Class 2 enjoyed the optimal conditions for becoming the cradle of fertility transition (Fig. 10). The long-run trends presented in Sect. 3 suggest that the modern practice of birth control (within marriage) started as early as the eighteenth century and (slowly) diffused itself across France in the course of the nineteenth century. Rural people tended to be more inclined than urban people to choose to restrict their offspring and were thus ahead in terms of birth control. In certain places with high agglomerated population, the growth of industry stimulated fertility. In other places, such as the Parisian Basin, dynamic economic activities and rising living standards went hand-in-hand with birth control. Evidence suggests that these are not stable equilibriums but different forms of evolution with their own repulsive areas and attractive areas (Garden and Le Bras 1988). Ultimately, modern behaviors of fertility control spread to both urbanized and rural areas and led to the unification of the territory. Hence, two clear phases can be identified in the French demographic transition. Before the mid-nineteenth century, it consisted mainly in a rural phenomenon led by more prosperous districts, with no apparent link between industrialization and urbanization—Paris being an exception (Van de Walle 1986). After 1876, France witnessed a second wave of fertility limitation with the diffusion of modern behaviors to the rest of the country.Footnote 26
The complexity of marriage patterns is likely to explain why Dennison and Ogilvie (2014) found no correlation between female age at first marriage, celibacy rates, household complexity, and economic development.Footnote 27 Our analysis emphasizes the need to improve our knowledge of the long-run evolution of marriage patterns and to more systematically account for changes from a dynamic perspective. The analysis conducted in Sect. 4 shows that greater gender equality and women’s agency can occur in the context of active and ‘early’ marriage. The characteristics of the marriage pattern seem to be highly dependent on cultural beliefs and traditional norms. My analysis suggests that it is not the EMP itself but the greater level of gender equality and women’s autonomy (within the household, as long as there is low pressure from religious beliefs) that is at the heart of the positive feedback loop that triggered greater female agency, encouraged female participation in the labor force, increased human capital investment, reduced fertility, and fueled economic growth (Diebolt and Perrin 2013, 2019).
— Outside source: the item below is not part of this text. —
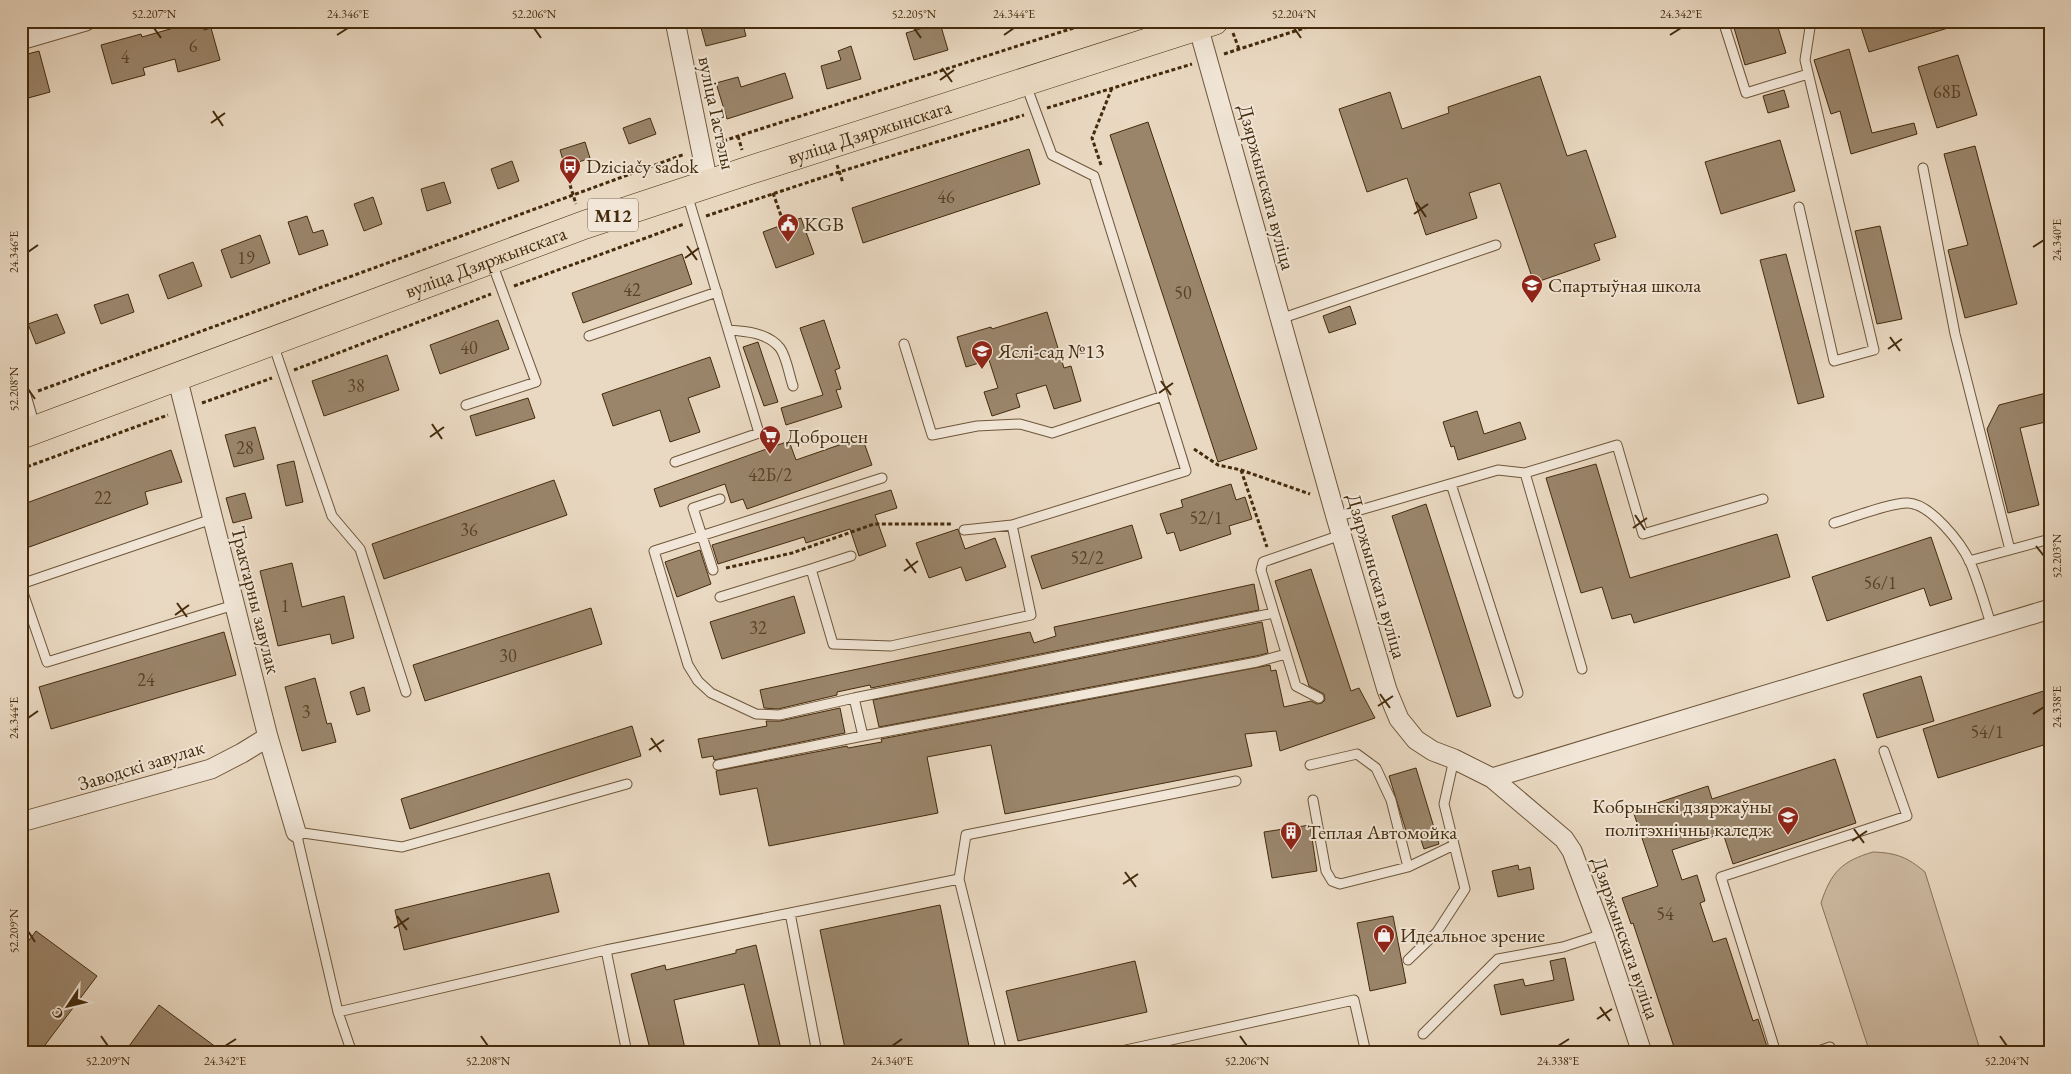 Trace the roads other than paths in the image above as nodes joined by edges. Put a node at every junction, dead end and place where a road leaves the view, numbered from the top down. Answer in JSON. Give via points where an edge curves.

The arguments developed by De Moor and Van Zanden (2010) and the elements raised by Dennison and Ogilvie (2014)—that triggered a stimulating discussion—could then be reconciled by (better) accounting for the role played by cultural factors—producing different effects and types of adaptations in different contexts.Footnote 28 In the French context, it seems highly unlikely that the reversal of the marriage pattern—occurring at the same time as the French Revolution and the weakening of the Catholic Church—happened to be a coincidence.